§ **Data**:
◆ ◆ ◆ ◆
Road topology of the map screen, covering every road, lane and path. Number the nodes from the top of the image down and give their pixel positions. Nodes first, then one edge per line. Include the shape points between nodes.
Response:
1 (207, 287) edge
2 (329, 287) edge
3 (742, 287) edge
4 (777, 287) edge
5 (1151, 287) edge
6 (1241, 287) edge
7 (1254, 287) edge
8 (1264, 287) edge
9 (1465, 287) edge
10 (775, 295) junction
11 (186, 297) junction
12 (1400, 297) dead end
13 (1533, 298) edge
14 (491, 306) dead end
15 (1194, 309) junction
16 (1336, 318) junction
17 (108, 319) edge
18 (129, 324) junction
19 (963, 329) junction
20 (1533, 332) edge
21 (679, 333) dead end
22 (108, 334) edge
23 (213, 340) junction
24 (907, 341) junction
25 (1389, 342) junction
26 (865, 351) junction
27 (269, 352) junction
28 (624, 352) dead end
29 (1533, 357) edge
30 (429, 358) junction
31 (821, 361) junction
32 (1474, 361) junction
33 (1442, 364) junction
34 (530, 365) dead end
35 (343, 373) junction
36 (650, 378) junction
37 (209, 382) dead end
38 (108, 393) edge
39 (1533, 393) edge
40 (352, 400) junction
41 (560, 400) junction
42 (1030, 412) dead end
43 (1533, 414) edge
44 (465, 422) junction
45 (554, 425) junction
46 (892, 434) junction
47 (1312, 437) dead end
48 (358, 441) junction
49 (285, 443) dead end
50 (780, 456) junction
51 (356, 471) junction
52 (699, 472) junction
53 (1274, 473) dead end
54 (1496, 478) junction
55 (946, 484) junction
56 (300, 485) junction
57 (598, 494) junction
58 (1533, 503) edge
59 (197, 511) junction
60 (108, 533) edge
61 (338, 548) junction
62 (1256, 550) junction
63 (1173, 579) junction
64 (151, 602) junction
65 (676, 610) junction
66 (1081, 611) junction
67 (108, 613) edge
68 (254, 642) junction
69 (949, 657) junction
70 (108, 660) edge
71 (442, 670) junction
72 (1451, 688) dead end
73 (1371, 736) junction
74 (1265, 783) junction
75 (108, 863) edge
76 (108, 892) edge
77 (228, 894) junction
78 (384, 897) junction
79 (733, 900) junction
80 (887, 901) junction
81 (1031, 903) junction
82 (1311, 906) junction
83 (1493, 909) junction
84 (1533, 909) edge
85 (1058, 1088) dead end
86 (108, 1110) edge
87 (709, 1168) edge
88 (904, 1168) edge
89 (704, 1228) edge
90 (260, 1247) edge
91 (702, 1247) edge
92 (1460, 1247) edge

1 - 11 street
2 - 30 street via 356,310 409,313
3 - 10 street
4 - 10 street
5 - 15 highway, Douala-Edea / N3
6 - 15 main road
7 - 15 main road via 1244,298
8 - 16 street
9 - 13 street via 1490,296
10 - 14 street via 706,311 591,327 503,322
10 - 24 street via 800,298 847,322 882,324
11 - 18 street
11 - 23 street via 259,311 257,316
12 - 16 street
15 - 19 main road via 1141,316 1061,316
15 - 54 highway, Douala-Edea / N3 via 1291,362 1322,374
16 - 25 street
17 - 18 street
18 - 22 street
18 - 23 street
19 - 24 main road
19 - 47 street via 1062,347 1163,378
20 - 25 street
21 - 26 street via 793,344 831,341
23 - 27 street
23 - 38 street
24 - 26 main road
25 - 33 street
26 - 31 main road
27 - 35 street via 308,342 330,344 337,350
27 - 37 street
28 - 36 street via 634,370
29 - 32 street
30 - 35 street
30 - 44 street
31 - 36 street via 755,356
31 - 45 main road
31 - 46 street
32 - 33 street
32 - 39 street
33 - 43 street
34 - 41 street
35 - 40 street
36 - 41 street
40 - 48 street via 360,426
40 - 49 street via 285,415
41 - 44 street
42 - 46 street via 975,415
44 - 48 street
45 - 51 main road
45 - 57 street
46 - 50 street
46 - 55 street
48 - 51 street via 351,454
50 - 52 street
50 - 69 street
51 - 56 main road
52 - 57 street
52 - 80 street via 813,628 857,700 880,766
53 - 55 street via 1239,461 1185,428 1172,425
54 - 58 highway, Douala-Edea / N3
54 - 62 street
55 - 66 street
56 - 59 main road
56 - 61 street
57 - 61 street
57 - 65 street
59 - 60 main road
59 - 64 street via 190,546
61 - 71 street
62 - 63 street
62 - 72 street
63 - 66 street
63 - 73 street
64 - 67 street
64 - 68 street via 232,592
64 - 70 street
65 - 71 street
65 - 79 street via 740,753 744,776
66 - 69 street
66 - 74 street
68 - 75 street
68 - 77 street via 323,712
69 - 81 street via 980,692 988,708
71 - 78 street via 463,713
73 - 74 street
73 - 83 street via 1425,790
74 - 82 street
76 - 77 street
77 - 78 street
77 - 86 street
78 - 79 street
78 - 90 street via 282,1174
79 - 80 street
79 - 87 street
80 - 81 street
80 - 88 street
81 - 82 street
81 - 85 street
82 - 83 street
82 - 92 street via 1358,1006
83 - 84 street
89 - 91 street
◆ ◆ ◆ ◆
§ **What the task asks**: The entries above are to be retyped exactly.

§ **Expected output**:
Road topology of the map screen, covering every road, lane and path. Number the nodes from the top of the image down and give their pixel positions. Nodes first, then one edge per line. Include the shape points between nodes.
Response:
1 (207, 287) edge
2 (329, 287) edge
3 (742, 287) edge
4 (777, 287) edge
5 (1151, 287) edge
6 (1241, 287) edge
7 (1254, 287) edge
8 (1264, 287) edge
9 (1465, 287) edge
10 (775, 295) junction
11 (186, 297) junction
12 (1400, 297) dead end
13 (1533, 298) edge
14 (491, 306) dead end
15 (1194, 309) junction
16 (1336, 318) junction
17 (108, 319) edge
18 (129, 324) junction
19 (963, 329) junction
20 (1533, 332) edge
21 (679, 333) dead end
22 (108, 334) edge
23 (213, 340) junction
24 (907, 341) junction
25 (1389, 342) junction
26 (865, 351) junction
27 (269, 352) junction
28 (624, 352) dead end
29 (1533, 357) edge
30 (429, 358) junction
31 (821, 361) junction
32 (1474, 361) junction
33 (1442, 364) junction
34 (530, 365) dead end
35 (343, 373) junction
36 (650, 378) junction
37 (209, 382) dead end
38 (108, 393) edge
39 (1533, 393) edge
40 (352, 400) junction
41 (560, 400) junction
42 (1030, 412) dead end
43 (1533, 414) edge
44 (465, 422) junction
45 (554, 425) junction
46 (892, 434) junction
47 (1312, 437) dead end
48 (358, 441) junction
49 (285, 443) dead end
50 (780, 456) junction
51 (356, 471) junction
52 (699, 472) junction
53 (1274, 473) dead end
54 (1496, 478) junction
55 (946, 484) junction
56 (300, 485) junction
57 (598, 494) junction
58 (1533, 503) edge
59 (197, 511) junction
60 (108, 533) edge
61 (338, 548) junction
62 (1256, 550) junction
63 (1173, 579) junction
64 (151, 602) junction
65 (676, 610) junction
66 (1081, 611) junction
67 (108, 613) edge
68 (254, 642) junction
69 (949, 657) junction
70 (108, 660) edge
71 (442, 670) junction
72 (1451, 688) dead end
73 (1371, 736) junction
74 (1265, 783) junction
75 (108, 863) edge
76 (108, 892) edge
77 (228, 894) junction
78 (384, 897) junction
79 (733, 900) junction
80 (887, 901) junction
81 (1031, 903) junction
82 (1311, 906) junction
83 (1493, 909) junction
84 (1533, 909) edge
85 (1058, 1088) dead end
86 (108, 1110) edge
87 (709, 1168) edge
88 (904, 1168) edge
89 (704, 1228) edge
90 (260, 1247) edge
91 (702, 1247) edge
92 (1460, 1247) edge

1 - 11 street
2 - 30 street via 356,310 409,313
3 - 10 street
4 - 10 street
5 - 15 highway, Douala-Edea / N3
6 - 15 main road
7 - 15 main road via 1244,298
8 - 16 street
9 - 13 street via 1490,296
10 - 14 street via 706,311 591,327 503,322
10 - 24 street via 800,298 847,322 882,324
11 - 18 street
11 - 23 street via 259,311 257,316
12 - 16 street
15 - 19 main road via 1141,316 1061,316
15 - 54 highway, Douala-Edea / N3 via 1291,362 1322,374
16 - 25 street
17 - 18 street
18 - 22 street
18 - 23 street
19 - 24 main road
19 - 47 street via 1062,347 1163,378
20 - 25 street
21 - 26 street via 793,344 831,341
23 - 27 street
23 - 38 street
24 - 26 main road
25 - 33 street
26 - 31 main road
27 - 35 street via 308,342 330,344 337,350
27 - 37 street
28 - 36 street via 634,370
29 - 32 street
30 - 35 street
30 - 44 street
31 - 36 street via 755,356
31 - 45 main road
31 - 46 street
32 - 33 street
32 - 39 street
33 - 43 street
34 - 41 street
35 - 40 street
36 - 41 street
40 - 48 street via 360,426
40 - 49 street via 285,415
41 - 44 street
42 - 46 street via 975,415
44 - 48 street
45 - 51 main road
45 - 57 street
46 - 50 street
46 - 55 street
48 - 51 street via 351,454
50 - 52 street
50 - 69 street
51 - 56 main road
52 - 57 street
52 - 80 street via 813,628 857,700 880,766
53 - 55 street via 1239,461 1185,428 1172,425
54 - 58 highway, Douala-Edea / N3
54 - 62 street
55 - 66 street
56 - 59 main road
56 - 61 street
57 - 61 street
57 - 65 street
59 - 60 main road
59 - 64 street via 190,546
61 - 71 street
62 - 63 street
62 - 72 street
63 - 66 street
63 - 73 street
64 - 67 street
64 - 68 street via 232,592
64 - 70 street
65 - 71 street
65 - 79 street via 740,753 744,776
66 - 69 street
66 - 74 street
68 - 75 street
68 - 77 street via 323,712
69 - 81 street via 980,692 988,708
71 - 78 street via 463,713
73 - 74 street
73 - 83 street via 1425,790
74 - 82 street
76 - 77 street
77 - 78 street
77 - 86 street
78 - 79 street
78 - 90 street via 282,1174
79 - 80 street
79 - 87 street
80 - 81 street
80 - 88 street
81 - 82 street
81 - 85 street
82 - 83 street
82 - 92 street via 1358,1006
83 - 84 street
89 - 91 street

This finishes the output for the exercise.